If this is the person giving legal advice to President Duterte, there is cause for alarm.
Presidential legal counsel Salvador Panelo last week said that the COVID-19 pandemic can be considered an invasion – a constitutional ground for the declaration of martial law.
Mr. Duterte had said that he was considering declaring martial law to counter communist activities. Much earlier, he said the military and the police were preparing for a “martial-law type” of situation to instill discipline among those who violate the enhanced community quarantine.
During his program on the state-run network PTV, Panelo explained: “It can mean the entry of a disease and transfer from one area to another. Remember, what do we have now? There is an actual invasion of the coronavirus disease which is pandemic. It threatens, in fact, the entire country and all of our countrymen.”
“So, there is an actual invasion. And public safety is endangered. Isn’t that what the Constitution says?”
Even as we have grown accustomed to Panelo’s outrageous pronouncements, this most definitely takes the cake. If the pandemic issue were not so tragic, it would almost be funny to imagine the spiked virus donning a combat suit and brandishing weapons – much like the communists – to invade a body. Maybe Mr. Panelo only wishes to make light of a grave situation.
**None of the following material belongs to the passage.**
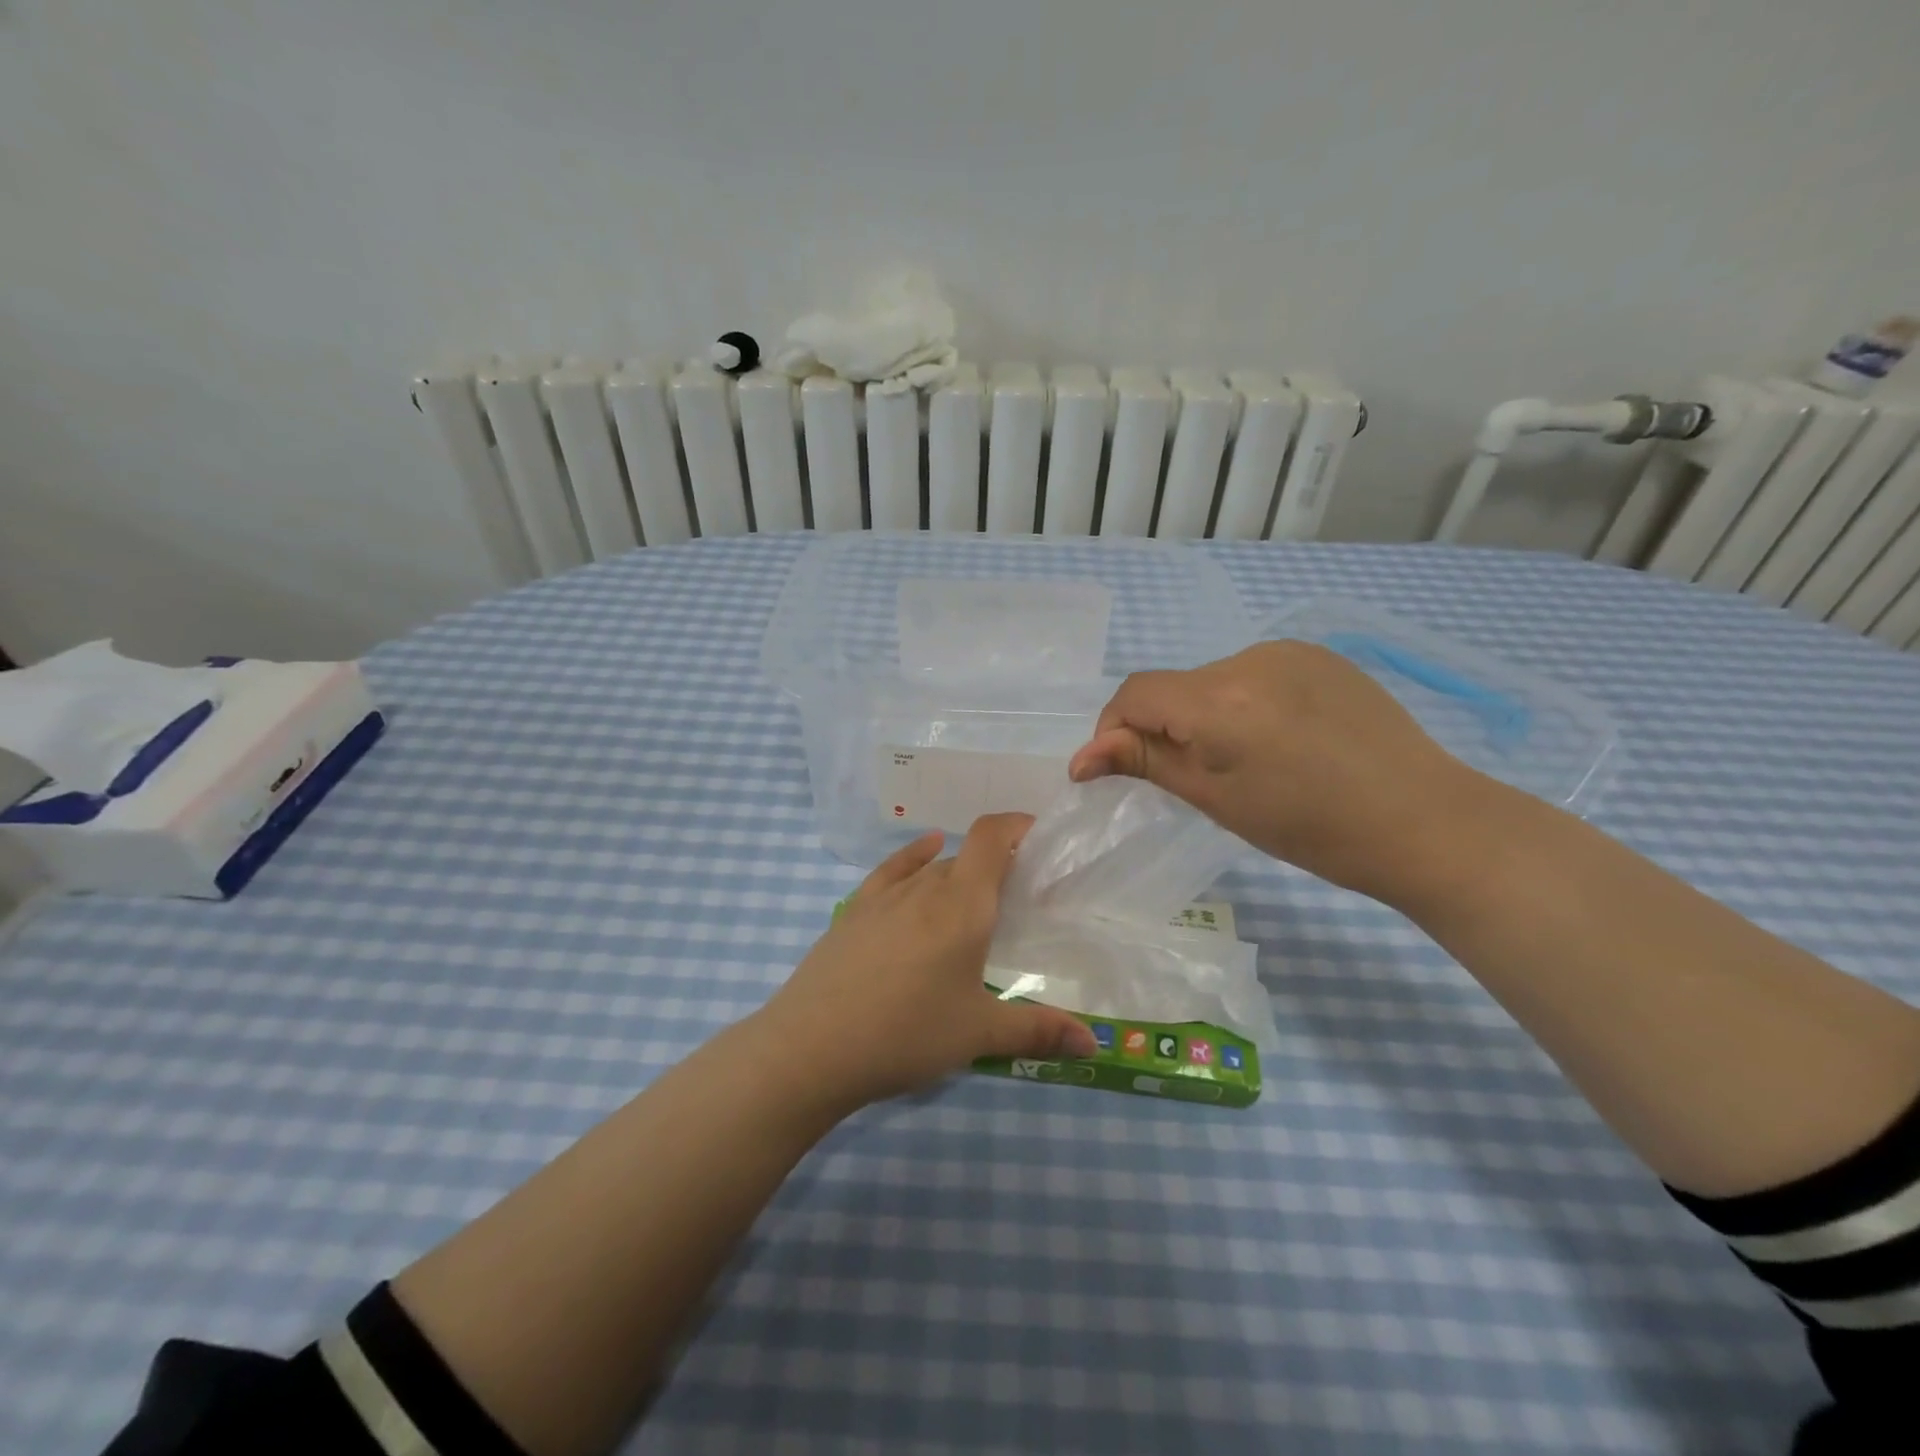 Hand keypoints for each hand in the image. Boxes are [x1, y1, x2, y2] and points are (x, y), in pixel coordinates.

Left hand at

But this is neither science fiction nor situational comedy. The virus has infected more than 3.6 million people across the globe, and 9,684 in the Philippines. Here at home, 637 have died, and even as everybody is anxious to resume economic activity and get out of confinement, we do not really know the extent and magnitude of the threat, since we are only now picking up on testing.
The National Union of People’s Lawyers has slammed Panelo’s words. “Unbelievable. Legally untenable, constitutionally preposterous and factually absurd, yet an extremely perilous fable,” NUPL President Edre Olalia said in a statement.
Retired Supreme Court Associate Justice Antonio Carpio simply let out a laugh when asked for a reaction.
It’s a tragedy that “the best and the brightest” who should be advising the President during these precarious times are scarce, while the likes of Mr. Panelo feel uninhibited to utter words that serve only to diminish his master’s credibility.
Then again, he could be floating an idea and testing how the people would react to such absurdities. They can have deniability when they say that it was only a joke after all – that is, until the next incendiary suggestion or abominable move.
Alas, such a pattern has invaded this administration, and this is one that has no value aside from comic relief.